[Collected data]
—————

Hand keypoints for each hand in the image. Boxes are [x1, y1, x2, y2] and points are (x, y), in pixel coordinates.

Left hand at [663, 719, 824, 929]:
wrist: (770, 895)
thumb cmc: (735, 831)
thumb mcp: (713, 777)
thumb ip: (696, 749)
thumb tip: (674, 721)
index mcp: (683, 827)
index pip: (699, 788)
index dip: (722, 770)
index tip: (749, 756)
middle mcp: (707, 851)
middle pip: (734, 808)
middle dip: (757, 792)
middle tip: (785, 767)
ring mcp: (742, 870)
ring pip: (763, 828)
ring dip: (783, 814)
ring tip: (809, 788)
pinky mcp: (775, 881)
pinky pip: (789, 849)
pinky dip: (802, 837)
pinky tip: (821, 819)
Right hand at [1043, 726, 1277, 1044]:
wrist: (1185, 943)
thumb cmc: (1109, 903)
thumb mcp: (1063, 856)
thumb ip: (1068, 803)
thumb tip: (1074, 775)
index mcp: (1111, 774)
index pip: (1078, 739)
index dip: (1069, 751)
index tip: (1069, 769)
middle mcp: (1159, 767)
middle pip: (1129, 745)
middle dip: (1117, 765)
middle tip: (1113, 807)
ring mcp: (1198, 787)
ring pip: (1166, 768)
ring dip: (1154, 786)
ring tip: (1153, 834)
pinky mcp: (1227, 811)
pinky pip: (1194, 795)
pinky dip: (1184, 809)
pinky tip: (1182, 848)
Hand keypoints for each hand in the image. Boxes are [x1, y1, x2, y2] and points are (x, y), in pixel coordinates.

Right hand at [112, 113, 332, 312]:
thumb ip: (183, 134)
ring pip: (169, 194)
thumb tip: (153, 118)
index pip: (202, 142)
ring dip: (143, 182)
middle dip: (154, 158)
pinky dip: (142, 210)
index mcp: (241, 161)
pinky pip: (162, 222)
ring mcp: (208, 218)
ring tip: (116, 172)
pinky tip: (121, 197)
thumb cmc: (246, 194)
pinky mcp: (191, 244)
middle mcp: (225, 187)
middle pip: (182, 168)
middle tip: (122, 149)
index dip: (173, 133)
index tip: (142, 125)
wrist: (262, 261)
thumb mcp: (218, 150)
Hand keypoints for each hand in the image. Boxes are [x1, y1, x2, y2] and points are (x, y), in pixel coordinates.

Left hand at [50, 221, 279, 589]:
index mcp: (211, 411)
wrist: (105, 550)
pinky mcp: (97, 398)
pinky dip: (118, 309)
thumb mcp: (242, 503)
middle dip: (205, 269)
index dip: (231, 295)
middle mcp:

—————

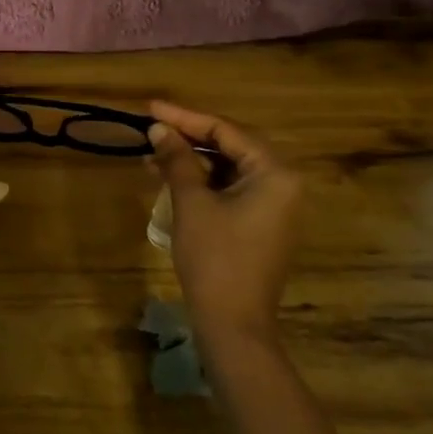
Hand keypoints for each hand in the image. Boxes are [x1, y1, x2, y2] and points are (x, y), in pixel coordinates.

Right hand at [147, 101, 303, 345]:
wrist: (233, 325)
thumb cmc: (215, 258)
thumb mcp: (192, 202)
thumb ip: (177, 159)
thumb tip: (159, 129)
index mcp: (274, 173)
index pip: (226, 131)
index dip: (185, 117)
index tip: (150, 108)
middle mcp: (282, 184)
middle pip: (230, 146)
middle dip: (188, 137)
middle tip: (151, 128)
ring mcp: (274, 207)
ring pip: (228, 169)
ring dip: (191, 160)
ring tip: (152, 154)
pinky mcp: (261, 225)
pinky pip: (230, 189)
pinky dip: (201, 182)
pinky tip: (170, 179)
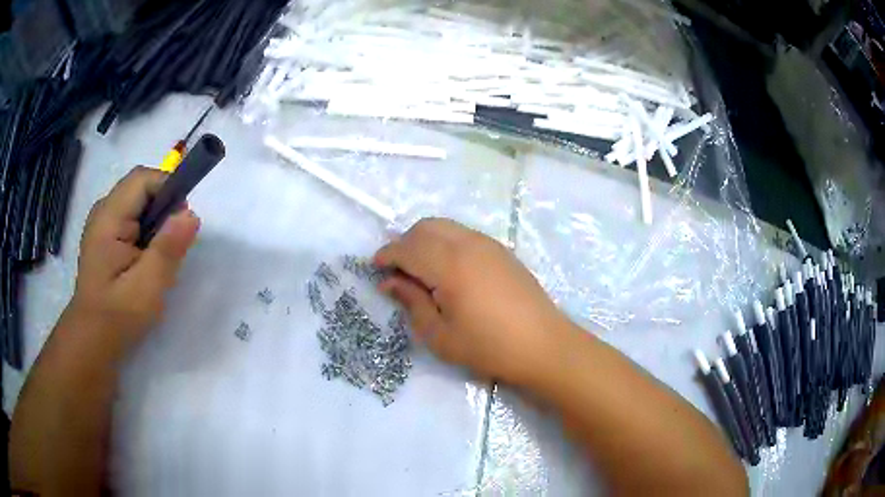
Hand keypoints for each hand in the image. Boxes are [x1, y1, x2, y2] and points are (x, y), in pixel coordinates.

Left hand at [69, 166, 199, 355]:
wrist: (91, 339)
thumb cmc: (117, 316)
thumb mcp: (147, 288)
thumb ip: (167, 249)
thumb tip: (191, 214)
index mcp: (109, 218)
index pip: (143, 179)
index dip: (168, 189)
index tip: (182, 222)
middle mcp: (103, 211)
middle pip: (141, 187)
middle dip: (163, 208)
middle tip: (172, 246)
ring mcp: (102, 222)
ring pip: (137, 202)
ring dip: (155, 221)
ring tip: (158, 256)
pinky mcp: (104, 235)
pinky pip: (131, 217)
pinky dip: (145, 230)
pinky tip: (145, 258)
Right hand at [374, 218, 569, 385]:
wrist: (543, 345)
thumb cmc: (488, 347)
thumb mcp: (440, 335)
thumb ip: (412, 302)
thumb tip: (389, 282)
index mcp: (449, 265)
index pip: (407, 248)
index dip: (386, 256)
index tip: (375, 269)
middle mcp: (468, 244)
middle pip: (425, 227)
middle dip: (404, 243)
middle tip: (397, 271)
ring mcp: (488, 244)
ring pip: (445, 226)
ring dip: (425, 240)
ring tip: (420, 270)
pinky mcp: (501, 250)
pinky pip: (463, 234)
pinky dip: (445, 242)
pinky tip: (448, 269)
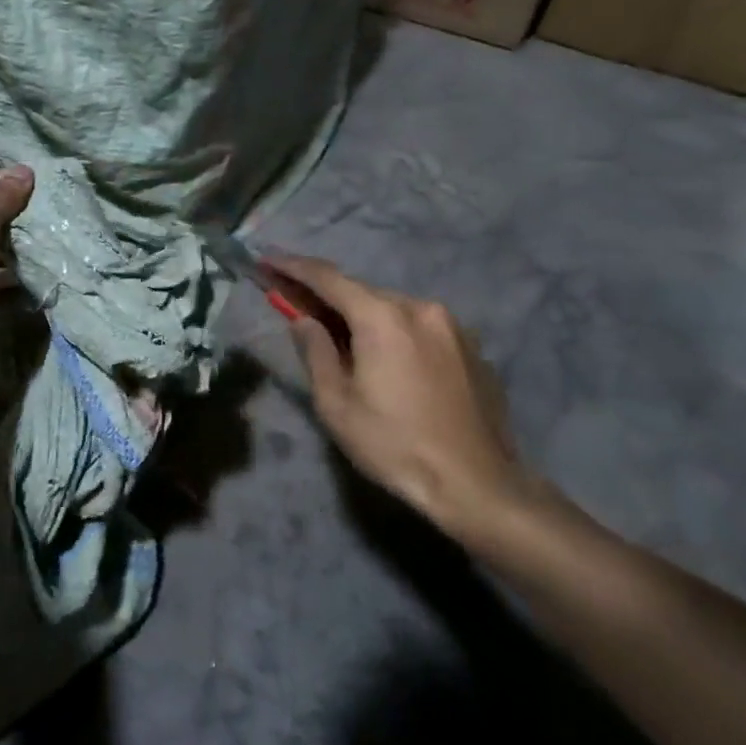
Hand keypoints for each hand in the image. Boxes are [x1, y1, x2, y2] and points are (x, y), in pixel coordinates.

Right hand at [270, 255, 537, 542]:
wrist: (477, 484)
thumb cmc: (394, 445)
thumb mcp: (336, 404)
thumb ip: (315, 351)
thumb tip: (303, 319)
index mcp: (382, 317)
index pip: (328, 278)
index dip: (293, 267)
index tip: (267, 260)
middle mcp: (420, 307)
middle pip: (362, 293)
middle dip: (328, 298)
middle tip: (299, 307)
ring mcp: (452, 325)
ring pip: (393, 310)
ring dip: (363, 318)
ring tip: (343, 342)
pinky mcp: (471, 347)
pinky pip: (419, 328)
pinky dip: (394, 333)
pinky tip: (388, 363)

—————

• [Task brief]
Among the entries above, copy exactly only the lines starting with the one containing "pinky dip: (142, 210)" and going through the one containing "wrist: (262, 261)", both ends included.

• [Answer for this exercise]
pinky dip: (142, 210)
index mcp: (241, 161)
pinky pip: (162, 222)
ring mcp: (208, 218)
ring tip: (116, 172)
pinky tip: (121, 197)
thumb cmc: (246, 194)
pinky mcp: (191, 244)
middle mcp: (225, 187)
middle pip: (182, 168)
middle tip: (122, 149)
index dip: (173, 133)
index tip: (142, 125)
wrist: (262, 261)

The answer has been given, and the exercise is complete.